Intro au plus "jeune, dur et pur" de tous les cinéastes contemporains, l’un des plus grands aussi, l’un des plus méconnus enfin, un vrai maudit qui n’arrête pas d’insulter ceux qui ne le captent pas, un vrai génie pour certains (dont je suis).

Au commencement était le Verbe, et puis le Verbe se fit cher, précieux, mondain, hautain… les verbeux voulant s’affranchir de ce qu’ils sont : des bouffons du roi qui, généralement, se prennent très au sérieux et ont une très haute idée de leurs destinées. Au cinéma, c’est pareil : ça commence avec une caméra, ça se poursuit chez les forains, ça finit à Hollywood et ça réclame des millions (plus la légion d'honneur, un Oscar ou 20 millions, au choix). Certains cependant résistent haut et fort à cette voie toute tracée en préférant s’occuper du Verbe, et du cinéma, et les prendre au pied de la lettre plutôt qu’avec ce genre de pincettes (en argent, évidemment). C’est ainsi que sont apparus les lettristes au début des années 50, Maurice Lemaître étant l’une de leurs principales figures de proue, artiste d’avant-garde et multi-média (au sens propre) qui n’a rien perdu de la superbe ni de la hargne qui caractérise le mouvement lettriste depuis les années 50, une des rares avant-gardes à ne pas avoir été aspirée par les sniffeurs de l’institution..

Le lettrisme

Après des études d’ingénieur, et être entré en Résistance, Maurice Lemaître s’engage dans le mouvement libertaire, devient journaliste, et rencontre Isidore Isou, jeune poète roumain et subversif qui vient de créer le lettrisme, théorie artistique ouvertement révolutionnaire qui veut changer la vie, et l’art, parce que l’art c’est la vie et que les " belles lettres " ne peuvent plus se satisfaire de copier à l’infini les classiques, chanter Le Verbe et vénérer les princes. Avec les lettristes, la lettre se fait cri, signe, image, performance et le Verbe implose : la poésie devient sonore, la peinture se fait textuelle, l’art devient performance, le cinéma se fait dans la salle et, ainsi de suite, ils brouillent et font imploser les catégories… Ils innovent dans tous les domaines artistiques et inventent des formes qui feront le succès de la majeure partie des autres mouvements d’avant-garde de l’après-guerre, sans pour autant jamais en récolté les bénéfices, ni la reconnaissance. Guerre mondiale aidant, la majeure partie des artistes d’avant-garde se sont expatriés aux USA, et, sous l’influence du surréalisme, qui connut véritablement là sa consécration, la scène artistique et d’avant-garde s’est exportée outre-atlantique.

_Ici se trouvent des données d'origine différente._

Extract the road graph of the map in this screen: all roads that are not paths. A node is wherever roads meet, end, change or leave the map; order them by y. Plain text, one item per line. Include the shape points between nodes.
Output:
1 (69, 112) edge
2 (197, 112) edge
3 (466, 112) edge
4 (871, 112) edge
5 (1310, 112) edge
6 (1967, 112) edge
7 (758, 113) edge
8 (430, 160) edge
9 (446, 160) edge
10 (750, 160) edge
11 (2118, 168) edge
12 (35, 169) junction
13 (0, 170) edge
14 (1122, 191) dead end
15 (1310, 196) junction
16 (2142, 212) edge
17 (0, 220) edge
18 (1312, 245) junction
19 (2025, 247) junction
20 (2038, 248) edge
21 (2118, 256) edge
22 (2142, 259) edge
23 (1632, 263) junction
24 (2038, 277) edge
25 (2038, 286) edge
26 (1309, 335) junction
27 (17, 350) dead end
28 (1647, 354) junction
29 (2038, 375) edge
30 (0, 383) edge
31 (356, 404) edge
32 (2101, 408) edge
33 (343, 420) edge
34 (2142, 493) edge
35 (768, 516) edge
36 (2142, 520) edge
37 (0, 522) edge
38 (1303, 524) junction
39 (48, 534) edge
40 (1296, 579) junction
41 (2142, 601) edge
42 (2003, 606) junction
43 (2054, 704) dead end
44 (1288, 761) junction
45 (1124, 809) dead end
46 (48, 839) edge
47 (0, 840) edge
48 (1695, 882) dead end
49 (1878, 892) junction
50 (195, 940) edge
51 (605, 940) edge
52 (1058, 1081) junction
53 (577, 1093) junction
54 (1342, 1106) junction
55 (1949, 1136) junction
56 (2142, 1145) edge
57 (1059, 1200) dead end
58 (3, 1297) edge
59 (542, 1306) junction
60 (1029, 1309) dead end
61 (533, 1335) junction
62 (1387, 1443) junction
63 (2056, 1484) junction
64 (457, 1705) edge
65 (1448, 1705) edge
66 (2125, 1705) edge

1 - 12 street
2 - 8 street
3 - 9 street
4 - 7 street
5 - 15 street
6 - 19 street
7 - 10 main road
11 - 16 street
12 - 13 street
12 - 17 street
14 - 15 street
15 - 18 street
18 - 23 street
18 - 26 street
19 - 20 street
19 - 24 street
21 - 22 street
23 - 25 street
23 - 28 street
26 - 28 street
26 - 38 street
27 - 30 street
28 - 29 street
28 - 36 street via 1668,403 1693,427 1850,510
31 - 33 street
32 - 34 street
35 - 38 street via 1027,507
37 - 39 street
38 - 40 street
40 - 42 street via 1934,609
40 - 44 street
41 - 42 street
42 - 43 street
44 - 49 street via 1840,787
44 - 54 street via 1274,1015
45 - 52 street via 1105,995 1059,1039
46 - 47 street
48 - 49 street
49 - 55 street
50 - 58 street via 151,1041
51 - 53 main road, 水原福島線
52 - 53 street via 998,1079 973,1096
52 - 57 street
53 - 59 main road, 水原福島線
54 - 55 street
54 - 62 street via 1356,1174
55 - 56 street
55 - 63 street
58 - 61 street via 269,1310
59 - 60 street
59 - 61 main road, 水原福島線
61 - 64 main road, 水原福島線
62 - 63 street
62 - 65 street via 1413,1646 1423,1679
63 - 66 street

Résultat : les lettristes ne seront jamais vraiment reconnus, et ce encore aujourd’hui, dans les milieux artistiques, sauf pour avoir accueilli en leur sein Guy Debord avant qu’il ne devienne situationniste et qu’il n’écrive la " Société du spectacle ", Bible et best-seller de l’après-68. Résultat (bis) : Isidore Isou, l’un des artistes les plus novateurs de l’après-guerre, se terre toujours, isolé et incompris, dans un petit appartement du quartier latin, pendant que Maurice Lemaître continue tant bien que mal à se démener face à l’aveuglement des critiques et programmateurs. Exception faite de la Cinémathèque Française, le Musée du cinéma ayant confié ses programmations expérimentales à l’une des programmatrices les plus éclairées de ces dernières années, Nicole Brénez, qui a plusieurs fois accueilli dans cette " vénérable " institution ce cinéaste dont on taira par ailleurs l’âge (tout aussi vénérable d’ailleurs), entamant ainsi une relecture de l’histoire du cinéma du côté de ses pans les plus critiques et contestataires.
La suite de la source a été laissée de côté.